Just hit by a tsunami of feelings 

Still straight back but so many curved lines 

Eyes searching for you the whisper you the caress you the gaze 

And I say nothing; letting my words tiptoe at the tip of tongue to drown in this moment a little longer 

– 

How is it possible to love another human being so much? 

I don’t know, and I don’t ever need to know. 

Endless Conversation. 

He: 

How much do you love me? 

She: 

How am I to measure the depth of the endless ocean with numbers and mere emotion? 

She: 

Can you show me more of your love? 

He: 

How is that possible when every little thing I do is done out of feeling so much for you? 

– 

He: 

Do you love me? 

She: 

How can we ever be sure of anything in this game of chance and time? 

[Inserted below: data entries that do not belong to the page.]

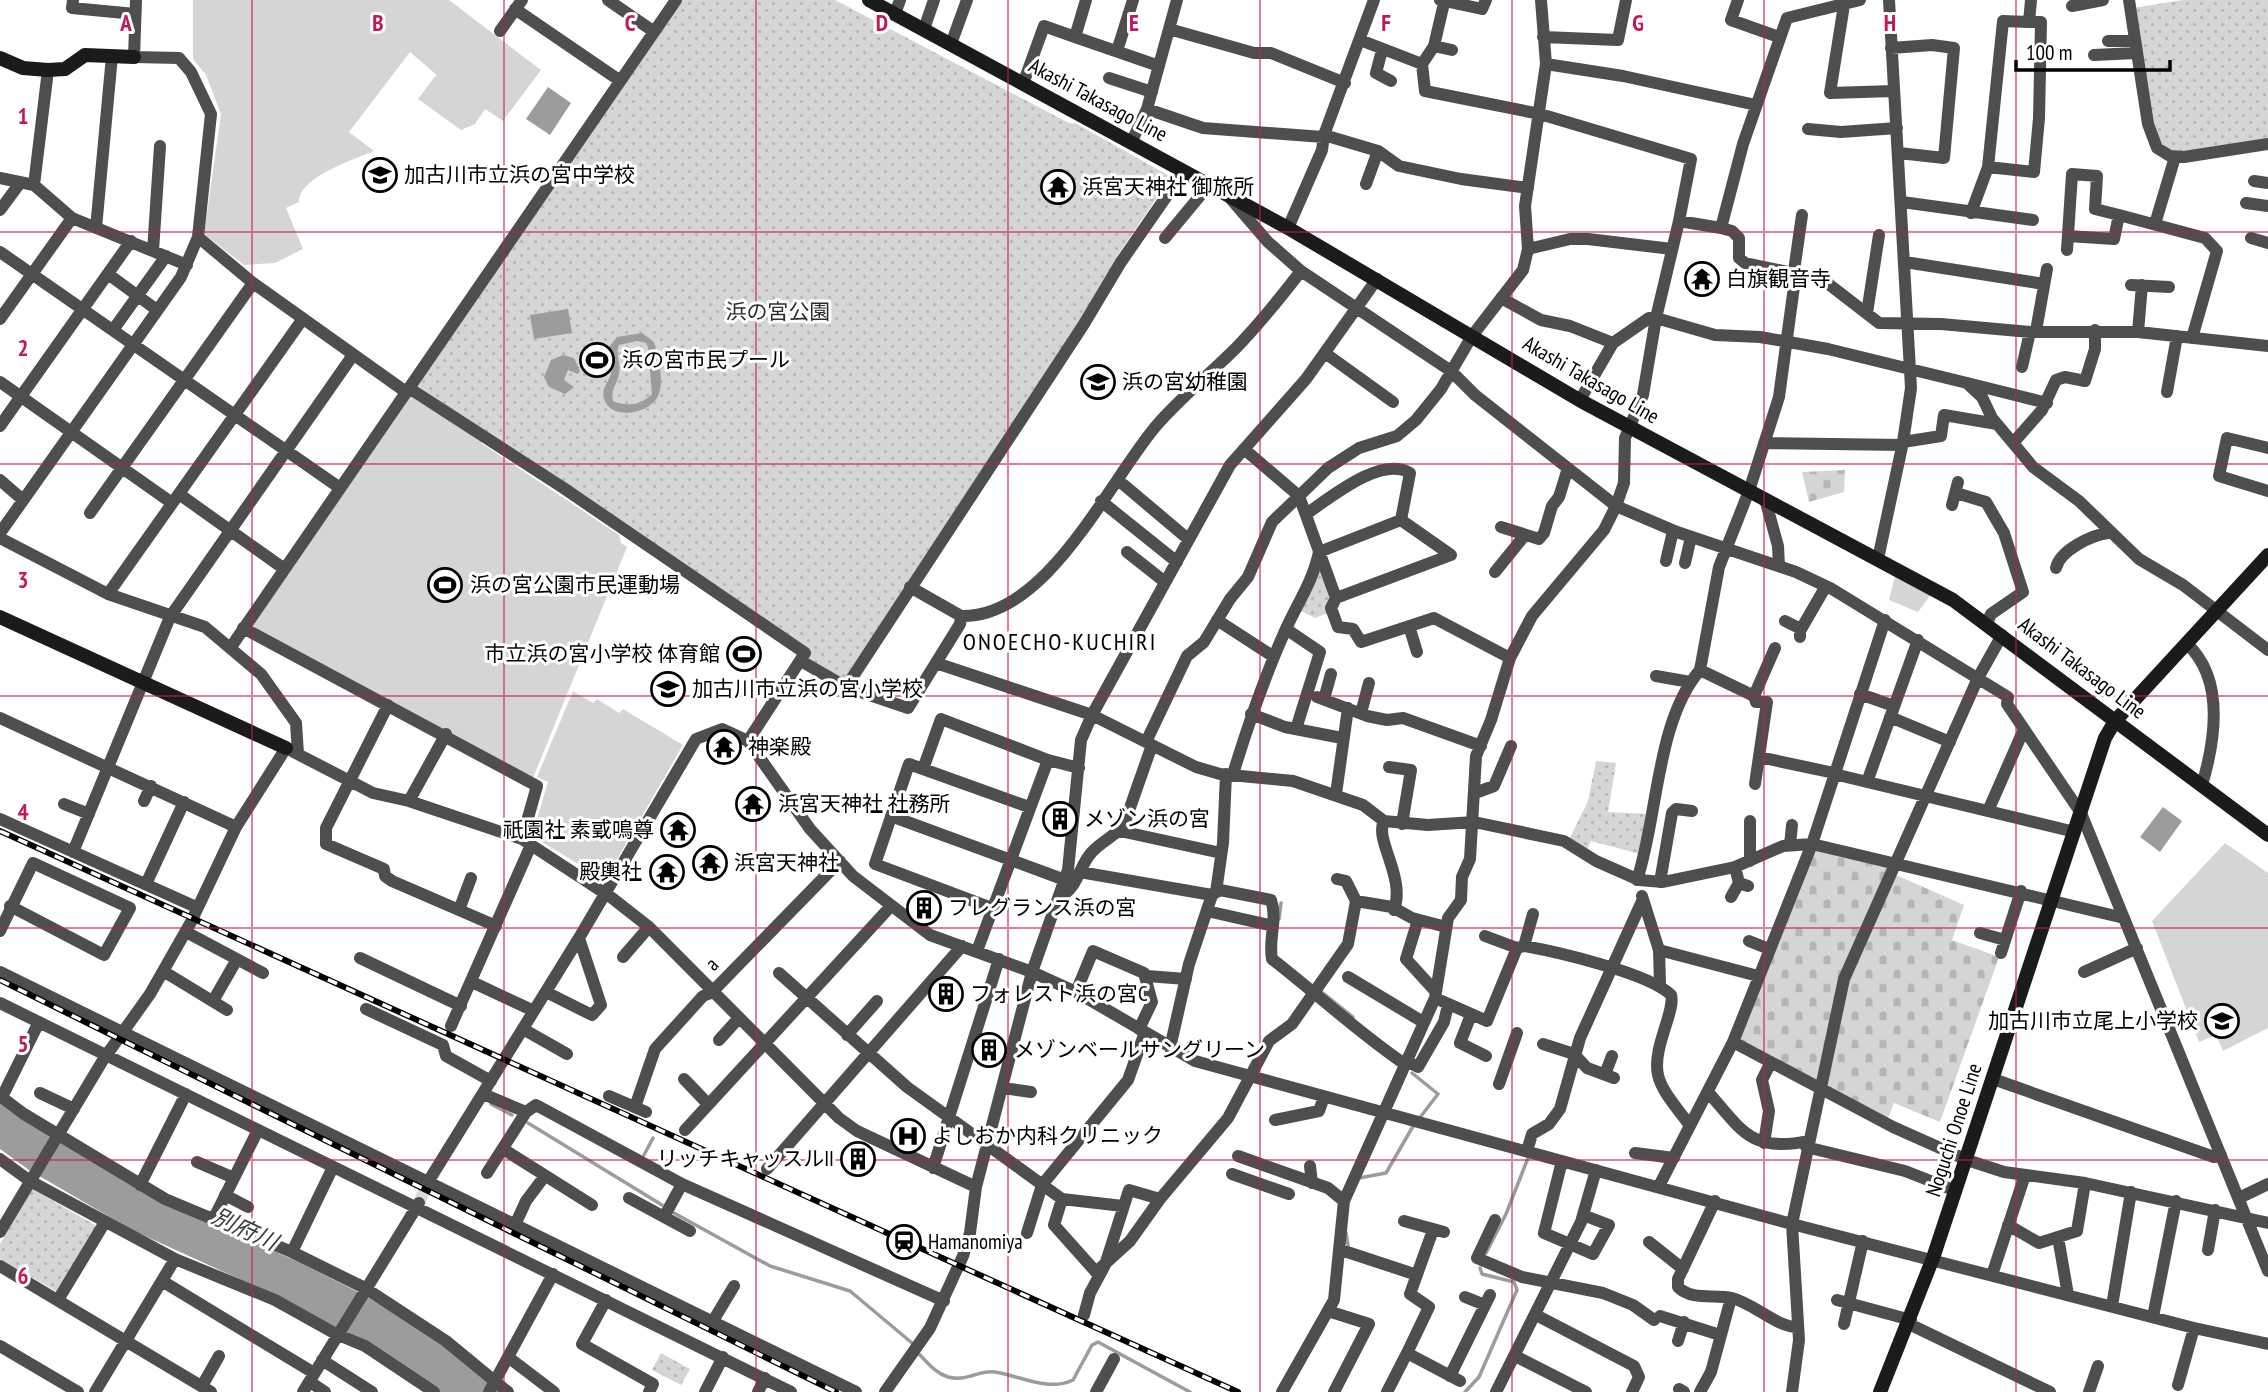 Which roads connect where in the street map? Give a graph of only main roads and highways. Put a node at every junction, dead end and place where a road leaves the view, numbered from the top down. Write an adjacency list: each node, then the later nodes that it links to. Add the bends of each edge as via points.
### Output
1 (869, 0): 2 (main road, Akashi Takasago Line)
2 (898, 7): 7 (main road, Akashi Takasago Line, via 924,29 1288,228 1580,400 1946,596)
3 (134, 57): 4 (main road, via 85,55 65,69 48,70 23,68)
4 (0, 58)
5 (2268, 555): 7 (main road, Noguchi Onoe Line)
6 (0, 617): 8 (main road)
7 (2115, 720): 9 (main road, Akashi Takasago Line); 10 (main road, Noguchi Onoe Line, via 2102,746 1933,1258)
8 (292, 751)
9 (2268, 835)
10 (1880, 1392)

Swallowed By Carelessness. 

You don’t slur words just to let them slip by 

You don’t pray for rain just to want it to go away 

You don’t grow a forest just to burn them down 

You don’t love a person just to watch them leave your side 

– 

Why let happiness be swallowed by carelessness? 

Why let happiness be swallowed by anything at all? 

– 

Your words leave gaps in my bones 

After you plant them there and weed them out one by one 

It was carelessness; a gentle hurt 

But the hurt is no less 

Than cuts to growing saplings

Rooted right in the heart of our love

June 25th. 

  • Love can be thrown away. 
  • Love can be reused, reduced or recycled. 
  • Love can be returned.
  • Love can be a passing comment. 
  • Love can leave halfway. 
  • Love can be kidnapped and never come back. 
  • Love can be a person. Love can be a plant. Love can be anything you would want. 
  • Love can be anything and nothing. 
  • Love can and Love cannot. 
  • Love can be unwanted. 
  • Love can be an obligation. 
  • Love can be an abuse of authority. 
  • Love can be a disguise for many things. 
  • Love can be measured, touched or tasted. 
  • Love can be invisible. 
  • Love can be just a mere legend. 
  • Love can be a story. 
  • Love can end. 

Or Love can just be Love. 

Past and Present. 

Can you touch me and think of her?Can you let my words slip by as she whispers secrets into your ear? 

Can you look at my face and see her eyes, even though mine are scarred and hers 20/20? 

Can you hold my strong and stubborn body with your skin only remembering how her softness, her small bones and her tanned skin knitted with yours perfectly?

“You two are the same. Similar in so many ways. Differences only in looks.” 

– 

She is just past, 

And I, the present. 
But does it matter when the shadows are always there as long as the sun shines? 

– 

What is it like?

Pretending to love someone when dreaming of another.